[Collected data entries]
* * * * *
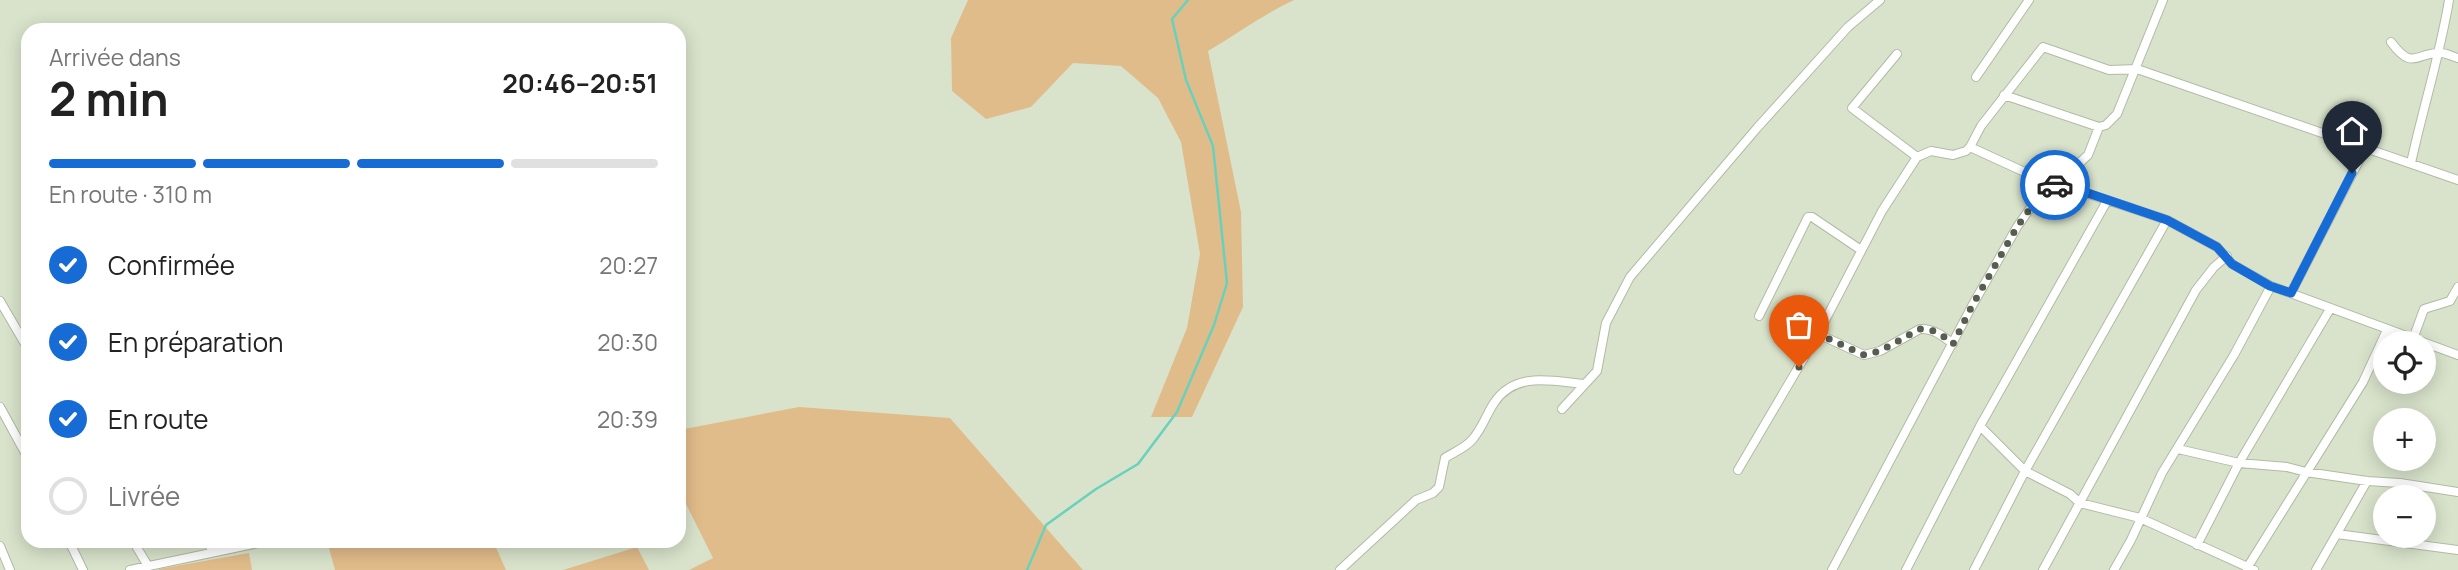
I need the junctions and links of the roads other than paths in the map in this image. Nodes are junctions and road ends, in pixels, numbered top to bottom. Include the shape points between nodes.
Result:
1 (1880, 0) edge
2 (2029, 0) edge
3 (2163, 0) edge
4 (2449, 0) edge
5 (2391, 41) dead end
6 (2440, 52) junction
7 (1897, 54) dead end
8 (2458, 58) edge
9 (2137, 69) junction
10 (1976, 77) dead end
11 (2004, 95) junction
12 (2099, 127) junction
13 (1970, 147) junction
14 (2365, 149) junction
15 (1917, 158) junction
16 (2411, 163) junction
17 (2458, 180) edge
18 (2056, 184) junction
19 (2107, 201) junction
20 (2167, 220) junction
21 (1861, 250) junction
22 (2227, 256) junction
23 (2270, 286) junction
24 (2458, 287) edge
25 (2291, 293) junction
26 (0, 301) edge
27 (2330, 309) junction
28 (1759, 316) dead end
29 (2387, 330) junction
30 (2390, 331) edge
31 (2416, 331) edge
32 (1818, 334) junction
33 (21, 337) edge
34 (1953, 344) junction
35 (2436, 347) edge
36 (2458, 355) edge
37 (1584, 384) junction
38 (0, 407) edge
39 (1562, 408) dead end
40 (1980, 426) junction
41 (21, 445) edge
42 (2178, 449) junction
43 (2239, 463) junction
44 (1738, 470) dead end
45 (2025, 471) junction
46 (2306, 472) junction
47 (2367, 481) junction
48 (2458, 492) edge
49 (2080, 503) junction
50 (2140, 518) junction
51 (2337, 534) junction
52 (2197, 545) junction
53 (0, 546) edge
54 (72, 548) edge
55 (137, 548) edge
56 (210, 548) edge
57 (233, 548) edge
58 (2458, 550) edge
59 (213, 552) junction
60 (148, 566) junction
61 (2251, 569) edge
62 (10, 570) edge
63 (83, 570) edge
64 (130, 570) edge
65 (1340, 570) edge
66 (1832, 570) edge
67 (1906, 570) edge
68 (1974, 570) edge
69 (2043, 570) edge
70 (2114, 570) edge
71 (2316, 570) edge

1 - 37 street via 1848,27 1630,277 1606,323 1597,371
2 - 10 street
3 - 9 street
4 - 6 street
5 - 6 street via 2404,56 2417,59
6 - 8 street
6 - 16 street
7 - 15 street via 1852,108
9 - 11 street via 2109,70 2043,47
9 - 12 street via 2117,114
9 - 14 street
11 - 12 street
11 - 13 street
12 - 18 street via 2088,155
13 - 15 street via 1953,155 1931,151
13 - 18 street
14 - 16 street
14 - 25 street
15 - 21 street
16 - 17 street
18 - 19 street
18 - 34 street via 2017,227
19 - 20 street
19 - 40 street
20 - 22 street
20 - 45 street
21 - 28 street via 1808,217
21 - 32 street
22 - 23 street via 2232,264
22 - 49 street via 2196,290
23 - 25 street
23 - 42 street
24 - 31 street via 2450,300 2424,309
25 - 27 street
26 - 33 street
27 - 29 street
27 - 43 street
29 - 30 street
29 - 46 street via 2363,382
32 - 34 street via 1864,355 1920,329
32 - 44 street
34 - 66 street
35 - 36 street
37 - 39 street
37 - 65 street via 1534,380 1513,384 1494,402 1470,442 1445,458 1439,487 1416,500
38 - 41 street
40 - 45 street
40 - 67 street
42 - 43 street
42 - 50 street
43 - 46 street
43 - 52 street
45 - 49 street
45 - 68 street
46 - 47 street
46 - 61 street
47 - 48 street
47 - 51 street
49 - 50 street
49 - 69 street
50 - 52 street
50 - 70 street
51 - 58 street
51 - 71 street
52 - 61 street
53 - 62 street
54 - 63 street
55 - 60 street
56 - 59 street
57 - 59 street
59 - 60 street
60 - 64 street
* * * * *
• Work task: Give back each entry exactly as it appears. Leave pictures out.

• Answer section:
I need the junctions and links of the roads other than paths in the map in this image. Nodes are junctions and road ends, in pixels, numbered top to bottom. Include the shape points between nodes.
Result:
1 (1880, 0) edge
2 (2029, 0) edge
3 (2163, 0) edge
4 (2449, 0) edge
5 (2391, 41) dead end
6 (2440, 52) junction
7 (1897, 54) dead end
8 (2458, 58) edge
9 (2137, 69) junction
10 (1976, 77) dead end
11 (2004, 95) junction
12 (2099, 127) junction
13 (1970, 147) junction
14 (2365, 149) junction
15 (1917, 158) junction
16 (2411, 163) junction
17 (2458, 180) edge
18 (2056, 184) junction
19 (2107, 201) junction
20 (2167, 220) junction
21 (1861, 250) junction
22 (2227, 256) junction
23 (2270, 286) junction
24 (2458, 287) edge
25 (2291, 293) junction
26 (0, 301) edge
27 (2330, 309) junction
28 (1759, 316) dead end
29 (2387, 330) junction
30 (2390, 331) edge
31 (2416, 331) edge
32 (1818, 334) junction
33 (21, 337) edge
34 (1953, 344) junction
35 (2436, 347) edge
36 (2458, 355) edge
37 (1584, 384) junction
38 (0, 407) edge
39 (1562, 408) dead end
40 (1980, 426) junction
41 (21, 445) edge
42 (2178, 449) junction
43 (2239, 463) junction
44 (1738, 470) dead end
45 (2025, 471) junction
46 (2306, 472) junction
47 (2367, 481) junction
48 (2458, 492) edge
49 (2080, 503) junction
50 (2140, 518) junction
51 (2337, 534) junction
52 (2197, 545) junction
53 (0, 546) edge
54 (72, 548) edge
55 (137, 548) edge
56 (210, 548) edge
57 (233, 548) edge
58 (2458, 550) edge
59 (213, 552) junction
60 (148, 566) junction
61 (2251, 569) edge
62 (10, 570) edge
63 (83, 570) edge
64 (130, 570) edge
65 (1340, 570) edge
66 (1832, 570) edge
67 (1906, 570) edge
68 (1974, 570) edge
69 (2043, 570) edge
70 (2114, 570) edge
71 (2316, 570) edge

1 - 37 street via 1848,27 1630,277 1606,323 1597,371
2 - 10 street
3 - 9 street
4 - 6 street
5 - 6 street via 2404,56 2417,59
6 - 8 street
6 - 16 street
7 - 15 street via 1852,108
9 - 11 street via 2109,70 2043,47
9 - 12 street via 2117,114
9 - 14 street
11 - 12 street
11 - 13 street
12 - 18 street via 2088,155
13 - 15 street via 1953,155 1931,151
13 - 18 street
14 - 16 street
14 - 25 street
15 - 21 street
16 - 17 street
18 - 19 street
18 - 34 street via 2017,227
19 - 20 street
19 - 40 street
20 - 22 street
20 - 45 street
21 - 28 street via 1808,217
21 - 32 street
22 - 23 street via 2232,264
22 - 49 street via 2196,290
23 - 25 street
23 - 42 street
24 - 31 street via 2450,300 2424,309
25 - 27 street
26 - 33 street
27 - 29 street
27 - 43 street
29 - 30 street
29 - 46 street via 2363,382
32 - 34 street via 1864,355 1920,329
32 - 44 street
34 - 66 street
35 - 36 street
37 - 39 street
37 - 65 street via 1534,380 1513,384 1494,402 1470,442 1445,458 1439,487 1416,500
38 - 41 street
40 - 45 street
40 - 67 street
42 - 43 street
42 - 50 street
43 - 46 street
43 - 52 street
45 - 49 street
45 - 68 street
46 - 47 street
46 - 61 street
47 - 48 street
47 - 51 street
49 - 50 street
49 - 69 street
50 - 52 street
50 - 70 street
51 - 58 street
51 - 71 street
52 - 61 street
53 - 62 street
54 - 63 street
55 - 60 street
56 - 59 street
57 - 59 street
59 - 60 street
60 - 64 street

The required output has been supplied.